Lula chama de 'meio falso' temor de empresários com fim da taxa das blusinhas
Ao sancionar a lei que zera o Imposto de Importação sobre compras internacionais de até US$ 50, Lula rejeitou alertas de prejuízos ao comércio e defendeu a medida como uma reparação aos consumidores. Empresários e entidades industriais, porém, alertam para riscos à concorrência, ao emprego e à arrecadação.

Divulgação
O presidente Luiz Inácio Lula da Silva classificou como “meio falso” o temor de empresários de que o fim da taxa das blusinhas cause prejuízos ao comércio brasileiro e provoque perda de empregos. A declaração foi dada nesta quinta-feira (10), durante cerimônia no Palácio do Planalto.
Isenção volta para compras de até US$ 50
Lula sancionou a lei que zera o Imposto de Importação nas compras internacionais de até US$ 50. A medida não elimina todos os tributos: o ICMS, imposto estadual, continua sendo cobrado sobre essas operações.
Segundo o presidente, a mudança beneficia consumidores de diferentes faixas de renda, não apenas a população de baixa renda. Lula afirmou que pessoas da classe média também compram produtos de pequeno valor em plataformas internacionais e citou integrantes de seu governo entre os consumidores desse tipo de mercadoria.
Empresários alertam para concorrência e arrecadação
Entidades do comércio e da indústria defendem alguma forma de proteção aos produtos nacionais. A CNI (Confederação Nacional da Indústria) informou em abril que a cobrança contribuiu para manter 135 mil empregos no país, argumento utilizado para sustentar a taxação de importados de menor valor.
Também há preocupação com a arrecadação. Uma estimativa do IDV (Instituto de Desenvolvimento do Varejo) indica que o governo pode deixar de arrecadar cerca de R$ 5 bilhões em 2027. Em 2025, a taxa das blusinhas rendeu R$ 4,7 bilhões. De janeiro a abril de 2026, o total alcançou R$ 1,8 bilhão.
Lula rebateu os alertas ao afirmar que o dinheiro gasto nessas compras continua circulando na economia. Para ele, a redução do custo das importações pode beneficiar parte do comércio e abrir oportunidades de trabalho. O presidente também questionou a diferença de tratamento entre pequenos vendedores e grandes redes, que comercializam produtos fabricados em países como China, Vietnã, Bangladesh, Coreia do Sul e Malásia.
Presidente defende medida como reparação
O presidente classificou a nova regra como uma reparação aos consumidores. Lula disse ter sido contra a cobrança de 20% criada em 2024, mas aceitou a proposta após uma conversa com o então presidente da Câmara, Arthur Lira (PP-AL). Segundo ele, Lira argumentou que a taxação era defendida por empresários e necessária para viabilizar a aprovação de outras propostas.
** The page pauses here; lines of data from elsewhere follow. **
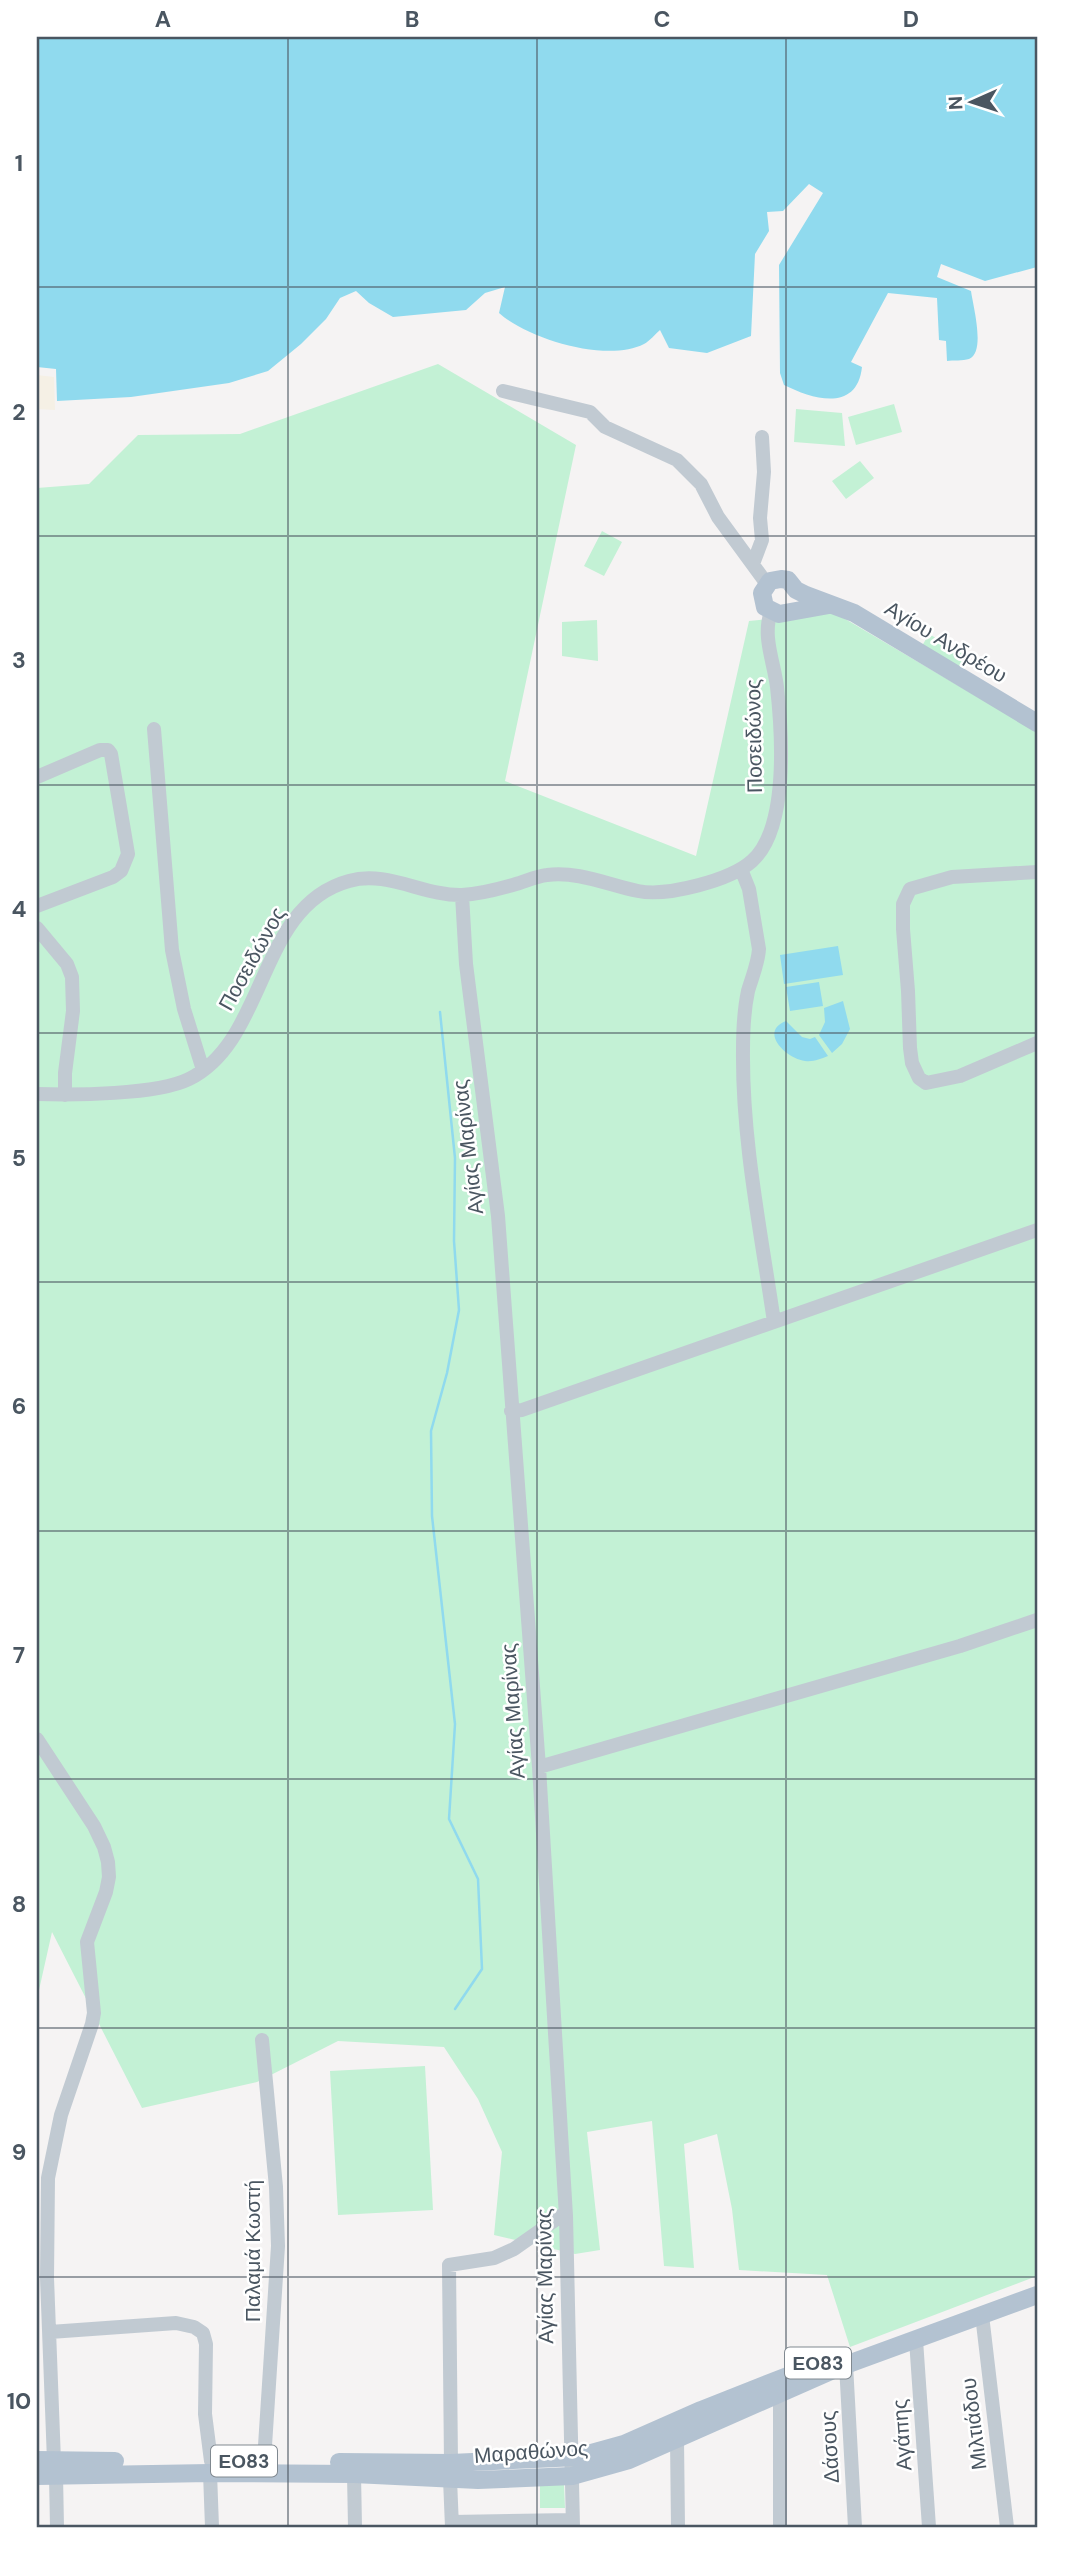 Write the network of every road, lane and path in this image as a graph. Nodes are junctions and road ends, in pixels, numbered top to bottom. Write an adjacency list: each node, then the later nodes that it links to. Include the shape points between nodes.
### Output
1 (503, 391): 3 (street, via 590,412 605,427 677,460 701,485)
2 (762, 437): 3 (street, via 762,540)
3 (753, 564): 4 (street)
4 (767, 584): 5 (main road, Αγίου Ανδρέου, via 781,579); 7 (main road, via 762,597 765,607)
5 (796, 590): 6 (main road, Αγίου Ανδρέου); 7 (main road, via 796,602)
6 (829, 605): 7 (main road, Αγίου Ανδρέου); 8 (main road, Αγίου Ανδρέου, via 854,613)
7 (780, 611): 11 (street, Ποσειδώνος, via 767,628 779,720 773,828 765,846)
8 (1037, 723)
9 (154, 729): 17 (street, via 172,950)
10 (37, 777): 14 (street, via 107,750 128,854 113,877)
11 (741, 869): 13 (street, Ποσειδώνος, via 655,892 594,878 545,874 512,886); 21 (street, via 759,949 743,1028 750,1164)
12 (1037, 872): 16 (street, via 952,877 910,889 903,904 903,929 910,1048 919,1078 926,1083 960,1076)
13 (462, 895): 17 (street, Ποσειδώνος, via 365,878 317,895 274,953 232,1038); 22 (street, Αγίας Μαρίνας, via 466,964 498,1216)
14 (37, 906)
15 (37, 928): 19 (street, via 72,977)
16 (1037, 1043)
17 (203, 1070): 19 (street, Ποσειδώνος, via 161,1087)
18 (37, 1094): 19 (street, Ποσειδώνος)
19 (65, 1095)
20 (1037, 1230): 21 (street)
21 (774, 1322): 22 (street)
22 (512, 1411): 25 (street, Αγίας Μαρίνας)
23 (1037, 1620): 25 (street)
24 (37, 1740): 31 (street, via 94,1826 104,1847 109,1877 87,1942 92,2024 61,2115 48,2178)
25 (539, 1767): 27 (street, Αγίας Μαρίνας)
26 (262, 2040): 36 (street, Παλαμά Κωστή, via 278,2246)
27 (565, 2213): 39 (street, Αγίας Μαρίνας); 40 (street, via 494,2258 449,2264)
28 (1037, 2282): 39 (main road, Μαραθώνος / ΕΟ83, via 835,2356)
29 (1037, 2295): 30 (main road, Μαραθώνος / ΕΟ83)
30 (982, 2315): 32 (main road, Μαραθώνος / ΕΟ83); 52 (street, Μιλτιάδου)
31 (50, 2332): 37 (street); 38 (street, via 176,2323 203,2333)
32 (916, 2340): 33 (main road, Μαραθώνος / ΕΟ83); 51 (street, Αγάπης)
33 (846, 2365): 34 (main road, Μαραθώνος / ΕΟ83); 50 (street, Δάσους)
34 (780, 2393): 35 (main road, Μαραθώνος / ΕΟ83); 49 (street)
35 (677, 2440): 39 (main road, Μαραθώνος / ΕΟ83, via 629,2460); 48 (street)
36 (264, 2461): 38 (main road, Μαραθώνος / ΕΟ83); 40 (main road, Μαραθώνος / ΕΟ83)
37 (49, 2465): 38 (main road, Μαραθώνος / ΕΟ83); 42 (main road, Μαραθώνος / ΕΟ83); 45 (street)
38 (211, 2467): 41 (main road, Μαραθώνος / ΕΟ83); 46 (street)
39 (571, 2467): 40 (main road, Μαραθώνος / ΕΟ83, via 478,2480); 43 (street, Αγίας Μαρίνας)
40 (450, 2471): 41 (main road, Μαραθώνος / ΕΟ83); 44 (street)
41 (354, 2474): 47 (street)
42 (37, 2476)
43 (573, 2524): 44 (street)
44 (452, 2525)
45 (57, 2527)
46 (212, 2527)
47 (355, 2527)
48 (678, 2527)
49 (779, 2527)
50 (855, 2527)
51 (929, 2527)
52 (1007, 2527)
Para Lula, a cobrança não deveria ter sido instituída, e a lei sancionada agora corrige a decisão tomada naquele momento. A avaliação do governo, no entanto, contrasta com a de setores produtivos que veem na isenção um risco de ampliação da concorrência externa, principalmente para pequenos negócios.
Medicamentos para o SUS entram no debate
Durante o discurso, Lula também defendeu uma nova mudança na legislação para permitir que o SUS compre sem Imposto de Importação medicamentos destinados ao tratamento de doenças raras ou negligenciadas.
A lei sancionada nesta quinta-feira já zera o tributo para remédios sem disponibilidade no mercado nacional, sem similar produzido no país e destinados ao uso próprio por pessoas físicas. Segundo o presidente, será necessária uma futura medida provisória para incluir o SUS na regra e viabilizar a compra e a distribuição gratuita desses medicamentos pela rede pública.
O fim da cobrança reacende um debate que envolve preço ao consumidor, competitividade das empresas brasileiras, geração de empregos e receita federal. Os efeitos da nova regra dependerão do comportamento das compras internacionais, da capacidade de reação do varejo nacional e da fiscalização das operações.